## Dataset
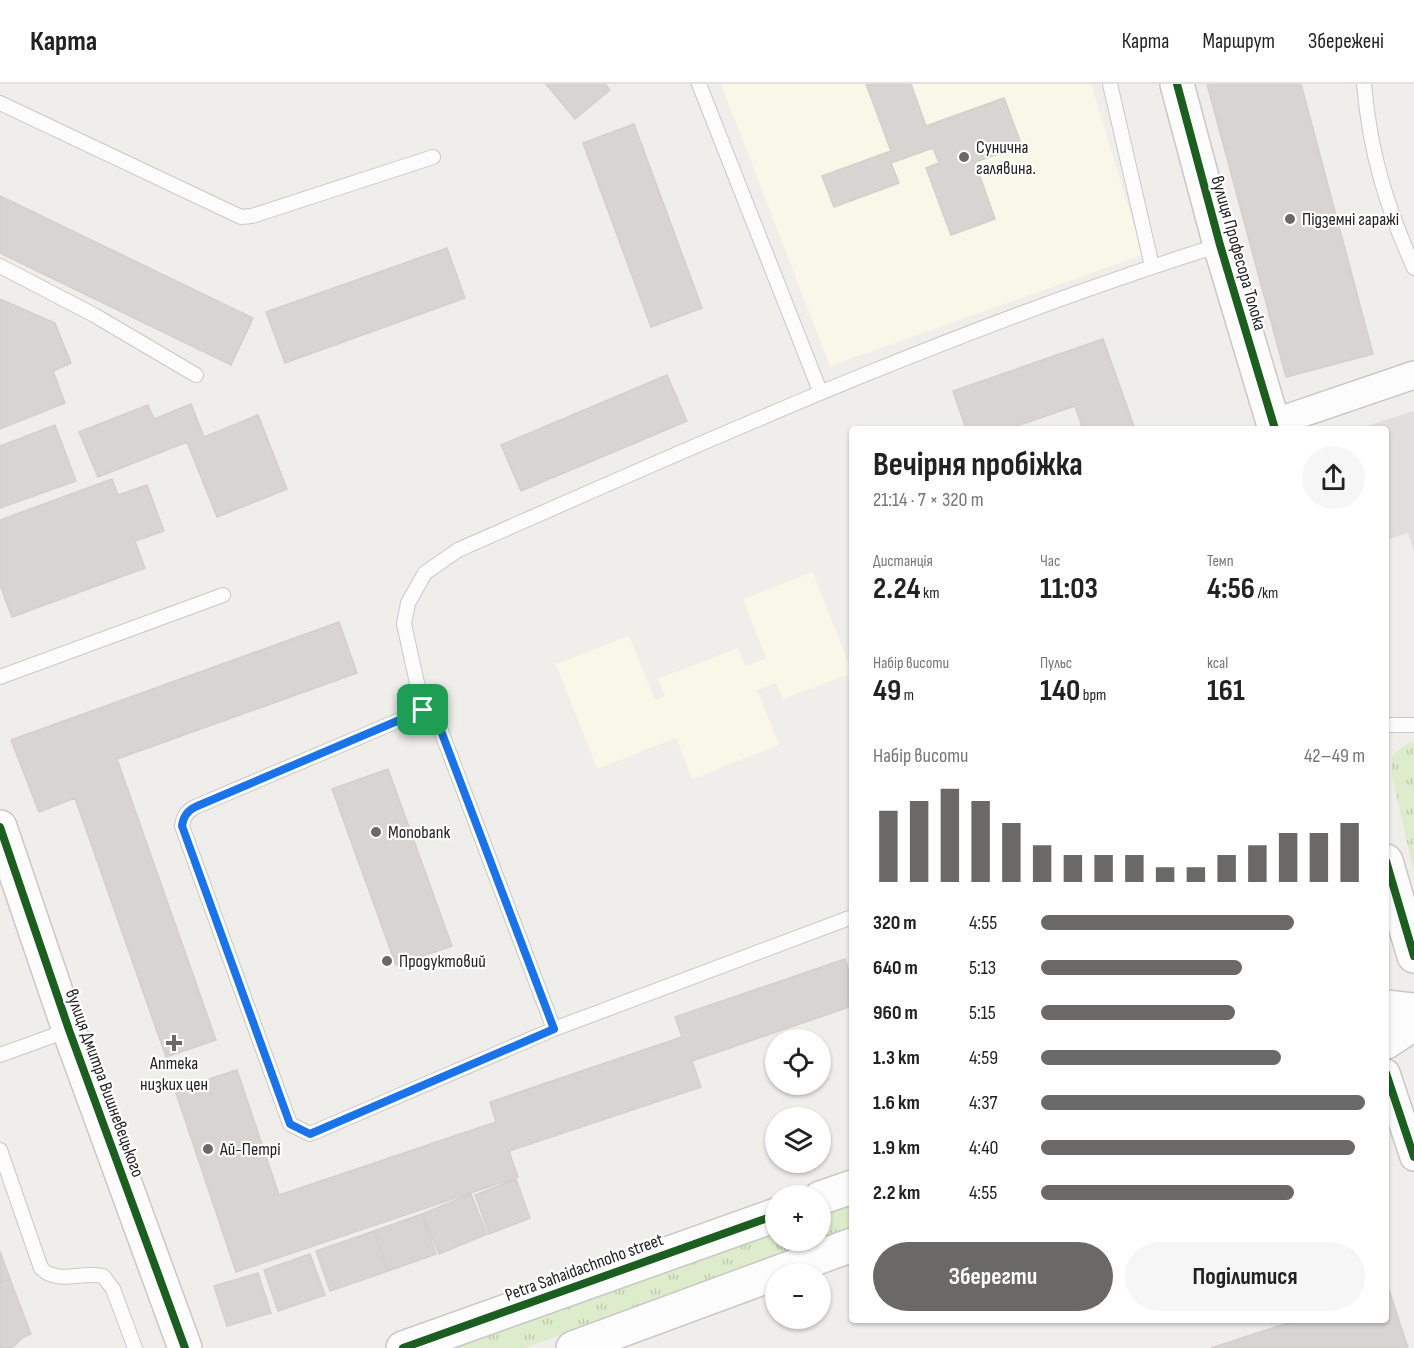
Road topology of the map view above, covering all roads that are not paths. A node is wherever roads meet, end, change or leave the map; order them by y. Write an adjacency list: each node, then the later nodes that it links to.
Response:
1 (699, 84): 13 (lane)
2 (1110, 84): 9 (lane)
3 (1177, 84): 7 (street, вулиця Професора Толока)
4 (1364, 84): 10 (lane)
5 (0, 103): 6 (lane)
6 (433, 156)
7 (1220, 245): 9 (lane); 14 (street, вулиця Професора Толока)
8 (0, 266): 11 (lane)
9 (1152, 266): 13 (lane)
10 (1414, 268)
11 (196, 375)
12 (1414, 375): 14 (street)
13 (820, 391): 17 (lane)
14 (1274, 426)
15 (223, 595): 16 (lane)
16 (0, 677)
17 (423, 710): 27 (lane); 27 (lane)
18 (1389, 725): 19 (lane)
19 (1414, 725)
20 (0, 829): 28 (street, вулиця Дмитра Вишневецького)
21 (1389, 875): 23 (street)
22 (849, 918): 27 (lane)
23 (1414, 956)
24 (1389, 1007): 25 (street)
25 (1414, 1010)
26 (1414, 1024): 29 (street)
27 (554, 1029)
28 (69, 1030): 30 (lane); 39 (street, вулиця Дмитра Вишневецького)
29 (1389, 1040)
30 (0, 1055)
31 (1389, 1082): 33 (street)
32 (0, 1150): 38 (lane)
33 (1414, 1157)
34 (849, 1188): 35 (street)
35 (831, 1194)
36 (765, 1219): 40 (street, Petra Sahaidachnoho street)
37 (849, 1246): 41 (street)
38 (135, 1348)
39 (185, 1348)
40 (403, 1348)
41 (573, 1348)

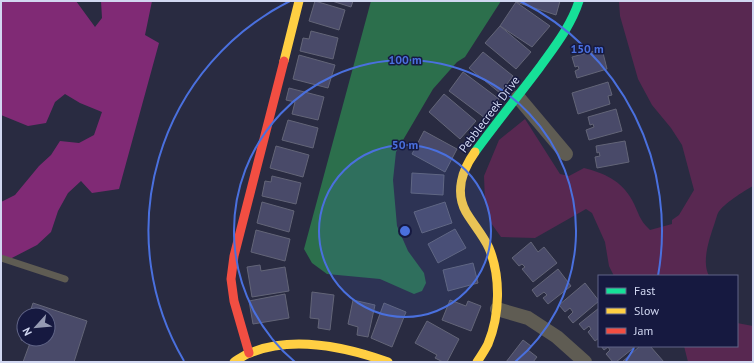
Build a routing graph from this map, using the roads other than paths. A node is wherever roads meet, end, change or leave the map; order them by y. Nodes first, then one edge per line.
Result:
1 (299, 1) edge
2 (579, 1) edge
3 (518, 97) junction
4 (566, 154) dead end
5 (1, 258) edge
6 (65, 279) dead end
7 (497, 309) junction
8 (249, 353) junction
9 (234, 362) edge
10 (388, 362) edge
11 (477, 362) edge
12 (585, 362) edge

1 - 8 street
2 - 3 street, Pebblecreek Drive
3 - 4 street
3 - 7 street, Pebblecreek Drive
5 - 6 lane
7 - 11 street, Pebblecreek Drive
7 - 12 street
8 - 9 street
8 - 10 street

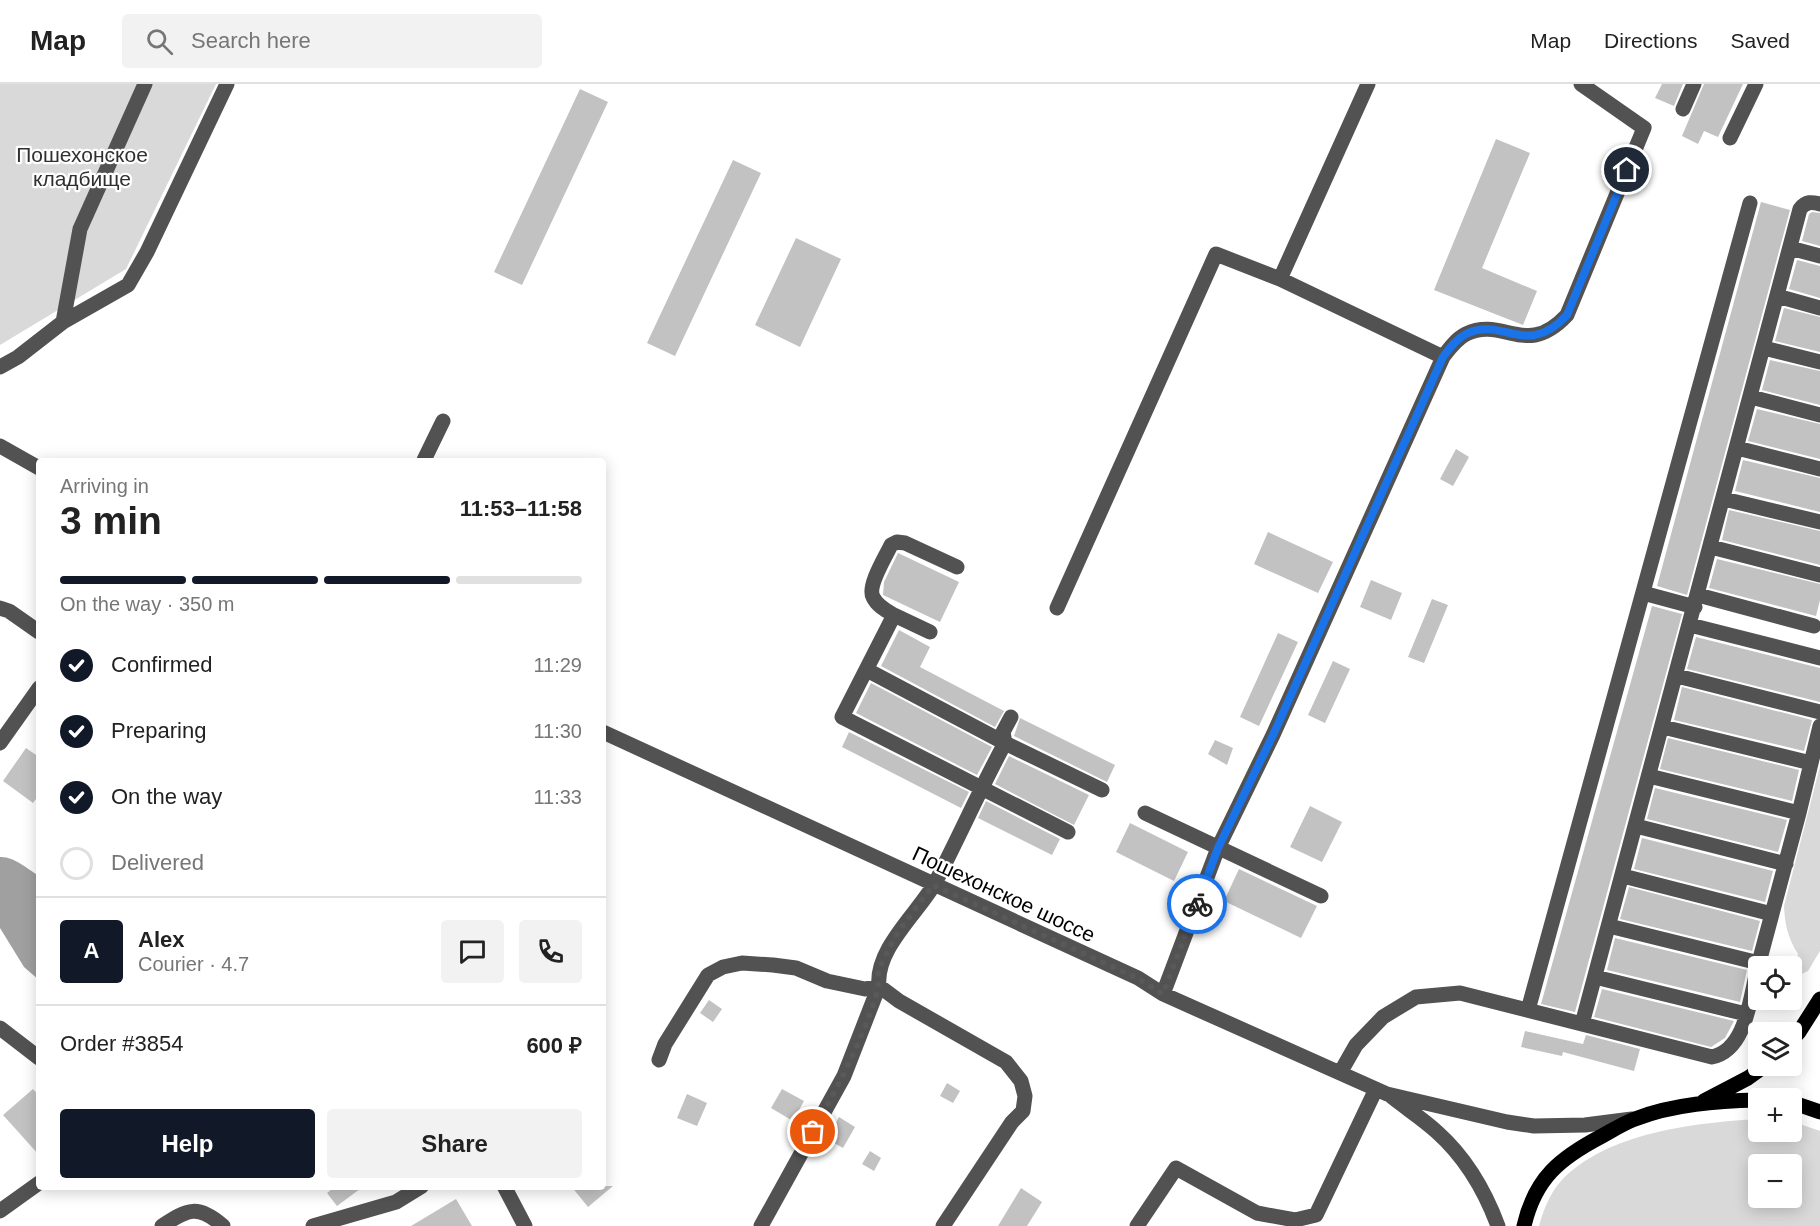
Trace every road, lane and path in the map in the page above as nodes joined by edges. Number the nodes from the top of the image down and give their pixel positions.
1 (146, 84) edge
2 (227, 84) edge
3 (1368, 84) edge
4 (1581, 84) edge
5 (1694, 84) edge
6 (1756, 84) edge
7 (1683, 109) dead end
8 (1730, 138) dead end
9 (1750, 203) dead end
10 (1820, 204) edge
11 (1790, 248) junction
12 (1820, 256) edge
13 (1281, 279) junction
14 (1777, 296) junction
15 (1820, 308) edge
16 (63, 322) junction
17 (1764, 348) junction
18 (1443, 357) junction
19 (1820, 362) edge
20 (0, 367) edge
21 (1751, 397) junction
22 (1820, 415) edge
23 (443, 421) dead end
24 (0, 446) edge
25 (1737, 448) junction
26 (425, 458) edge
27 (36, 466) edge
28 (1820, 469) edge
29 (1724, 499) junction
30 (1820, 522) edge
31 (1711, 547) junction
32 (957, 567) dead end
33 (1820, 575) edge
34 (1643, 593) junction
35 (1697, 601) junction
36 (0, 608) edge
37 (1057, 608) dead end
38 (894, 615) junction
39 (1690, 625) junction
40 (1814, 626) dead end
41 (36, 630) edge
42 (930, 632) dead end
43 (1820, 658) edge
44 (867, 670) junction
45 (1677, 676) junction
46 (36, 692) edge
47 (1820, 712) edge
48 (1011, 717) dead end
49 (1820, 726) edge
50 (1663, 728) junction
51 (606, 733) edge
52 (0, 743) edge
53 (1005, 743) junction
54 (1811, 764) junction
55 (1649, 776) junction
56 (980, 789) junction
57 (1102, 790) dead end
58 (1145, 813) dead end
59 (1799, 813) junction
60 (1636, 826) junction
61 (1068, 832) dead end
62 (1218, 848) junction
63 (1786, 864) junction
64 (1623, 876) junction
65 (933, 885) junction
66 (1321, 896) dead end
67 (1772, 914) junction
68 (1609, 926) junction
69 (1760, 956) edge
70 (1748, 962) edge
71 (1595, 977) junction
72 (879, 986) junction
73 (1163, 994) junction
74 (1820, 999) edge
75 (1748, 1006) edge
76 (1528, 1010) junction
77 (1746, 1014) junction
78 (1582, 1024) junction
79 (1802, 1027) edge
80 (0, 1028) edge
81 (36, 1057) edge
82 (659, 1060) dead end
83 (1340, 1073) junction
84 (1751, 1076) edge
85 (1381, 1091) junction
86 (1748, 1102) edge
87 (1697, 1105) junction
88 (1802, 1106) edge
89 (1820, 1112) edge
90 (1635, 1119) junction
91 (36, 1185) edge
92 (416, 1190) edge
93 (506, 1190) edge
94 (0, 1210) edge
95 (1295, 1223) edge
96 (162, 1226) edge
97 (223, 1226) edge
98 (313, 1226) edge
99 (525, 1226) edge
100 (761, 1226) edge
101 (943, 1226) edge
102 (1137, 1226) edge
103 (1498, 1226) edge
104 (1524, 1226) edge

1 - 16 street
2 - 16 street
3 - 13 street
4 - 18 street
5 - 7 street
6 - 8 street
9 - 34 street
10 - 11 street
11 - 12 street
11 - 14 street
13 - 18 street
13 - 37 street
14 - 15 street
14 - 17 street
16 - 20 street
17 - 19 street
17 - 21 street
18 - 62 street
21 - 22 street
21 - 25 street
23 - 26 street
24 - 27 street
25 - 28 street
25 - 29 street
29 - 30 street
29 - 31 street
31 - 33 street
31 - 35 street
32 - 38 street
34 - 35 street
34 - 76 street
35 - 39 street
35 - 40 street
36 - 41 street
38 - 42 street
38 - 44 street
39 - 43 street
39 - 45 street
44 - 53 street
44 - 56 street
45 - 47 street
45 - 50 street
46 - 52 street
48 - 53 street
49 - 54 street
50 - 54 street
50 - 55 street
51 - 65 street, Пошехонское шоссе
53 - 56 street
53 - 57 street
54 - 59 street
55 - 59 street
55 - 60 street
56 - 61 street
56 - 65 street
58 - 62 street
59 - 63 street
60 - 63 street
60 - 64 street
62 - 66 street
62 - 73 street
63 - 67 street
64 - 67 street
64 - 68 street
65 - 72 street
65 - 73 street, Пошехонское шоссе
67 - 69 street
68 - 70 street
68 - 71 street
71 - 77 street
71 - 78 street
72 - 82 street
72 - 100 street
72 - 101 street
73 - 83 street, Пошехонское шоссе
74 - 79 main road
75 - 77 street
76 - 78 street
76 - 83 street
77 - 78 street
80 - 81 street
83 - 85 street, Пошехонское шоссе
84 - 87 main road
85 - 90 street
85 - 95 street
85 - 103 street
86 - 87 main road
87 - 90 main road
88 - 89 main road
90 - 104 main road
91 - 94 street
92 - 98 street
93 - 99 street
95 - 102 street
96 - 97 street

## Work order
Work out how many lines in the listing above hold the word "Drive", and answer only with that number.

## Task output
3